Dataset entries
*****
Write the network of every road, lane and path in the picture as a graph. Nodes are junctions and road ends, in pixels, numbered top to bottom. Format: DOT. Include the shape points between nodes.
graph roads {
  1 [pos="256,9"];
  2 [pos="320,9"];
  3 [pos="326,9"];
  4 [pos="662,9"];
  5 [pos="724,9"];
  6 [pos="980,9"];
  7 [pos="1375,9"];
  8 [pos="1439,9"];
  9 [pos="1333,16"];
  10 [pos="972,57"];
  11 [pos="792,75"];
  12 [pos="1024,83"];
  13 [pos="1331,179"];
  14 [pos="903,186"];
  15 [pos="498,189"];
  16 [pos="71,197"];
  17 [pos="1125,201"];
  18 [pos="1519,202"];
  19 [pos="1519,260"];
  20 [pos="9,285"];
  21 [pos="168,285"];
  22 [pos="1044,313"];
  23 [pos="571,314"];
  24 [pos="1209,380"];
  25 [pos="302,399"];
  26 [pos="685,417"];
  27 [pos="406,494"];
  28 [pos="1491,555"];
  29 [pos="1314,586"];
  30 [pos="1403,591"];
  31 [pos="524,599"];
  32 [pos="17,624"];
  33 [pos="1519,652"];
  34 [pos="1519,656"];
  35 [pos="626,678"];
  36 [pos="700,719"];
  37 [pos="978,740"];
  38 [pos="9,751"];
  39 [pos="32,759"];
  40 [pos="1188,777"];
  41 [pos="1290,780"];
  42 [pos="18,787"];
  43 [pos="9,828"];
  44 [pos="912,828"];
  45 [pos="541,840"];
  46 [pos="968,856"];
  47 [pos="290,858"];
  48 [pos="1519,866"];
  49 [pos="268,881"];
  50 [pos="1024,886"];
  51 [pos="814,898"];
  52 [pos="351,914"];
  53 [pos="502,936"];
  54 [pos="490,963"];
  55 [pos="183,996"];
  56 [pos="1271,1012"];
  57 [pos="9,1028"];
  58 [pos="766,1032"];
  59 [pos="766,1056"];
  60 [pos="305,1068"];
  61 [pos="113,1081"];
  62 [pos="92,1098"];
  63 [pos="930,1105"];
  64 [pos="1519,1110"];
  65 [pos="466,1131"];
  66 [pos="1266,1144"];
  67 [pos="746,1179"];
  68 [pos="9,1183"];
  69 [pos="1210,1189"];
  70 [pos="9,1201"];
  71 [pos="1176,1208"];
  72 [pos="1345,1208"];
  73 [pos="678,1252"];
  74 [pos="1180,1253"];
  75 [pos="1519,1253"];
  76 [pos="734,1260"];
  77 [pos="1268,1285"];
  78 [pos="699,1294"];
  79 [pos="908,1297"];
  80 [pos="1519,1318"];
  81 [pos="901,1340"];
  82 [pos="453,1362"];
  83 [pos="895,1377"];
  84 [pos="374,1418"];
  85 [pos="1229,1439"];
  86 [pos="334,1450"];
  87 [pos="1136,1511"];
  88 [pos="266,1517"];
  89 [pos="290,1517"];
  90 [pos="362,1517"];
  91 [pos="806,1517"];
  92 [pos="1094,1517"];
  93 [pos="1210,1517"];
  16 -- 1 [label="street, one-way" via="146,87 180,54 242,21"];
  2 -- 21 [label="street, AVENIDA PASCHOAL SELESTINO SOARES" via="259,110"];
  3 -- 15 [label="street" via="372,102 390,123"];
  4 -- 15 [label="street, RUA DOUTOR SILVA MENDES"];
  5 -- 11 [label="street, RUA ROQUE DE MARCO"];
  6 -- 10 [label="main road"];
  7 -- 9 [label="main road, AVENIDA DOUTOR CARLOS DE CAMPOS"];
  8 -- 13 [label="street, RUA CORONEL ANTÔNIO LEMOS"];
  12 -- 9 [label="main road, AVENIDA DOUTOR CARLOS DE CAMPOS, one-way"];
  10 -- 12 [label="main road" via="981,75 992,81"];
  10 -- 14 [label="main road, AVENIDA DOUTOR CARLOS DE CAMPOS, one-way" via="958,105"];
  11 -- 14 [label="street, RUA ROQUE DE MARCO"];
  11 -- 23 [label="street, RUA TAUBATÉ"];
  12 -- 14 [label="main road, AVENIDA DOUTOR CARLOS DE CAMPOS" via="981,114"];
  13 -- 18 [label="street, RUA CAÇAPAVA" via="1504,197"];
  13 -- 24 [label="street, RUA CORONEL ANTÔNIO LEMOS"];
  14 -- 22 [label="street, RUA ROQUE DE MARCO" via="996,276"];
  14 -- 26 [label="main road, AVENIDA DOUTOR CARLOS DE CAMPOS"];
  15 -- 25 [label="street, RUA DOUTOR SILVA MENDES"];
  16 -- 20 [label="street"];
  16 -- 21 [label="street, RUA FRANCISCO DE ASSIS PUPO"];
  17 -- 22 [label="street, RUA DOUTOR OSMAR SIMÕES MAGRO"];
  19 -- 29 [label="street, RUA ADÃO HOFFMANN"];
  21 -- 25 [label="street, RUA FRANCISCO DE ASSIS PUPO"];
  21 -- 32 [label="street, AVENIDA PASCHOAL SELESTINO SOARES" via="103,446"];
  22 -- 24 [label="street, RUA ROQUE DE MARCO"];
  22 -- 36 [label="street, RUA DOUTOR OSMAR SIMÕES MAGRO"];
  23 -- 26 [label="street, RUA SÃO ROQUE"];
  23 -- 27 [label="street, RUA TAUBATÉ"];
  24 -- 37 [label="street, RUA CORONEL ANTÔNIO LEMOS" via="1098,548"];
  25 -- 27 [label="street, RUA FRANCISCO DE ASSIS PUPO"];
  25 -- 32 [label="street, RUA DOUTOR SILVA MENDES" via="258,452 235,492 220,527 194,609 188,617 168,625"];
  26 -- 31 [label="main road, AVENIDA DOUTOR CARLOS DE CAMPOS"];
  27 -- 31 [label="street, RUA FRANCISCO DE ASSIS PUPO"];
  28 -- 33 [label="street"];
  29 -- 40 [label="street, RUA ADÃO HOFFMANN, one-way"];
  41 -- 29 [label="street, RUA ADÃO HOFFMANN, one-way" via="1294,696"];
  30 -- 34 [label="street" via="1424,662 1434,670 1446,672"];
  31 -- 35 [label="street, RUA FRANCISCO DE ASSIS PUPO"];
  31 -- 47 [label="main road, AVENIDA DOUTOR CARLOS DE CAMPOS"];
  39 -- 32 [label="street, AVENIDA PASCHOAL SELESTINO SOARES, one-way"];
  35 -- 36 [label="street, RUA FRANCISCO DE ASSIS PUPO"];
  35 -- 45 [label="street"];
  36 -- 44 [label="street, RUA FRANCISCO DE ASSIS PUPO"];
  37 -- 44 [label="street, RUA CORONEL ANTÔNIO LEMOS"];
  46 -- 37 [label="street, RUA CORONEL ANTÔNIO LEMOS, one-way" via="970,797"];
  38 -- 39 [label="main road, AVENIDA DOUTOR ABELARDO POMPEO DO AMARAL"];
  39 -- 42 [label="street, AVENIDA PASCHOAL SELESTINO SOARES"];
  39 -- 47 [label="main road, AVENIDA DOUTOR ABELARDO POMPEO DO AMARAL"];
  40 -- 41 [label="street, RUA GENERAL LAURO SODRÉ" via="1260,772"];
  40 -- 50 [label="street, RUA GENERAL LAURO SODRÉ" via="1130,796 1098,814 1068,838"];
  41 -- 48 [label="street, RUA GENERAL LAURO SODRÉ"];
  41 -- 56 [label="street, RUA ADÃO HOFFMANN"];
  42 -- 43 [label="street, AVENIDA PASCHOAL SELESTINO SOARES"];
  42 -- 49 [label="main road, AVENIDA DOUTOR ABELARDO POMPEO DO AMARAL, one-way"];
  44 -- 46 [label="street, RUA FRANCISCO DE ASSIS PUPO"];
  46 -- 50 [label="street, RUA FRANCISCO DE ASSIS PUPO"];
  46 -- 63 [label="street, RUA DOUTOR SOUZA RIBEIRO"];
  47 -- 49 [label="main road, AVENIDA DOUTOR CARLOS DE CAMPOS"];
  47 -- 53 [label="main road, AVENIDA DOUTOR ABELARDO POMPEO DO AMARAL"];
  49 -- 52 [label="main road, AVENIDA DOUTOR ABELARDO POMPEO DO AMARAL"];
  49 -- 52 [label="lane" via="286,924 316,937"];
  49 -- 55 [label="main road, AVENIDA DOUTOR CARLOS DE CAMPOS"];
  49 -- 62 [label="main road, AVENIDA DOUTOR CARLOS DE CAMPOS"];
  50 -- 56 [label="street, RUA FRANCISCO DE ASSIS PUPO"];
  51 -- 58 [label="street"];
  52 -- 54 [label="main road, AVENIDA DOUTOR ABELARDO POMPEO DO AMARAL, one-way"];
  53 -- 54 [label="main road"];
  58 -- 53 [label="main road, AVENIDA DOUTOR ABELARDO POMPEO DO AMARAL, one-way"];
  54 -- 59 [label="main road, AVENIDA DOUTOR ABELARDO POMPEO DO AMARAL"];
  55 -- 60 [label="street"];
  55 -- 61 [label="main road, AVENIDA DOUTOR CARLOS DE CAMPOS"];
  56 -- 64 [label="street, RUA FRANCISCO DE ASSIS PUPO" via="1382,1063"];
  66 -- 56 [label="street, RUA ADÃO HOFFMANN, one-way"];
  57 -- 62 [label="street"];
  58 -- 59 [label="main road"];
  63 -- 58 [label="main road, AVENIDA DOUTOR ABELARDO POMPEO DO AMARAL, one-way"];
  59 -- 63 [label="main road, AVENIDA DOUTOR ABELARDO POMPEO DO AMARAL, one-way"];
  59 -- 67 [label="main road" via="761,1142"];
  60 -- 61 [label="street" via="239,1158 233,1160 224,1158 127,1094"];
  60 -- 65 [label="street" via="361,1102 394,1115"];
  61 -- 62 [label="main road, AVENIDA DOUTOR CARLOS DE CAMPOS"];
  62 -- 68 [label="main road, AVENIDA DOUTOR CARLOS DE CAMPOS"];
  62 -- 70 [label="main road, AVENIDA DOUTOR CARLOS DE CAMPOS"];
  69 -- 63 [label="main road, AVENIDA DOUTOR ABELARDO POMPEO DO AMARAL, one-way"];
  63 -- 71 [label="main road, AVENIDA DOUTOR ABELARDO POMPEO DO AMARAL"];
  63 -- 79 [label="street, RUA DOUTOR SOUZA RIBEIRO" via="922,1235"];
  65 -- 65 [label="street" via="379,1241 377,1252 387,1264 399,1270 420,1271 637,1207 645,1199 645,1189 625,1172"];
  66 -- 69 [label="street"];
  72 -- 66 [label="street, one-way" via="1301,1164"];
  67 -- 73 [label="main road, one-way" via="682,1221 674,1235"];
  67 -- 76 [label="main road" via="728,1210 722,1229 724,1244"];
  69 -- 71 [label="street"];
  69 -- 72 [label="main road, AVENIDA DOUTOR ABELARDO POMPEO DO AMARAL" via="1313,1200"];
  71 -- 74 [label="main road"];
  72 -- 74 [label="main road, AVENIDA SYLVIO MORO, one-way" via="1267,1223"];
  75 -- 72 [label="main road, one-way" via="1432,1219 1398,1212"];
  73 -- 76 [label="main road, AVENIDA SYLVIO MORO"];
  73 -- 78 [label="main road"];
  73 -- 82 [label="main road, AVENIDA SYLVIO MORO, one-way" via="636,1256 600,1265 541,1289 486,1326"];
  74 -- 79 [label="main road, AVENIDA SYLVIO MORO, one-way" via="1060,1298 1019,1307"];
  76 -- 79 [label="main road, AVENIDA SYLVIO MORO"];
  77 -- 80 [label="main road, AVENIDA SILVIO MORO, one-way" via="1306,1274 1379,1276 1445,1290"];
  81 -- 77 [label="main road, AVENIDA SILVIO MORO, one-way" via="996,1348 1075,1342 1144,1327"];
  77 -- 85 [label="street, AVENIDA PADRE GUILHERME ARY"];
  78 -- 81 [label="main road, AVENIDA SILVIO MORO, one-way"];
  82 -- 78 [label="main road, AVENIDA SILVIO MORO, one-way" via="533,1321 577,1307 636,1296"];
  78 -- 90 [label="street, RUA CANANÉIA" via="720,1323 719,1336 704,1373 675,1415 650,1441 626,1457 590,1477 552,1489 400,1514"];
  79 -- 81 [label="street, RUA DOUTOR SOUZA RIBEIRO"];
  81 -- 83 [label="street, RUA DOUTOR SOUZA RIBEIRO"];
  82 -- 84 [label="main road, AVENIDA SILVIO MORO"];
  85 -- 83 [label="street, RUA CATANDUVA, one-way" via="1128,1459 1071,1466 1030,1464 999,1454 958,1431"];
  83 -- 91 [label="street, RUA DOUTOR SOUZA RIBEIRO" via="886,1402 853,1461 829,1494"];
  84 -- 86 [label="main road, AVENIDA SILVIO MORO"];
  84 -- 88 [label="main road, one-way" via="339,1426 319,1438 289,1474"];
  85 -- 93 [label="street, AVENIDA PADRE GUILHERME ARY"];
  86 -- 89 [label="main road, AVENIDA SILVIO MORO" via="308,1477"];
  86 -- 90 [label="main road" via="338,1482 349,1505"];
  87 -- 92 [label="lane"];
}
*****
__AIM OF THE TASK__.
Copy out the lines above that hold the string "lane".

__RESULT OF THE EXERCISE__.
Write the network of every road, lane and path in the picture as a graph. Nodes are junctions and road ends, in pixels, numbered top to bottom. Format: DOT. Include the shape points between nodes.
  49 -- 52 [label="lane" via="286,924 316,937"];
  87 -- 92 [label="lane"];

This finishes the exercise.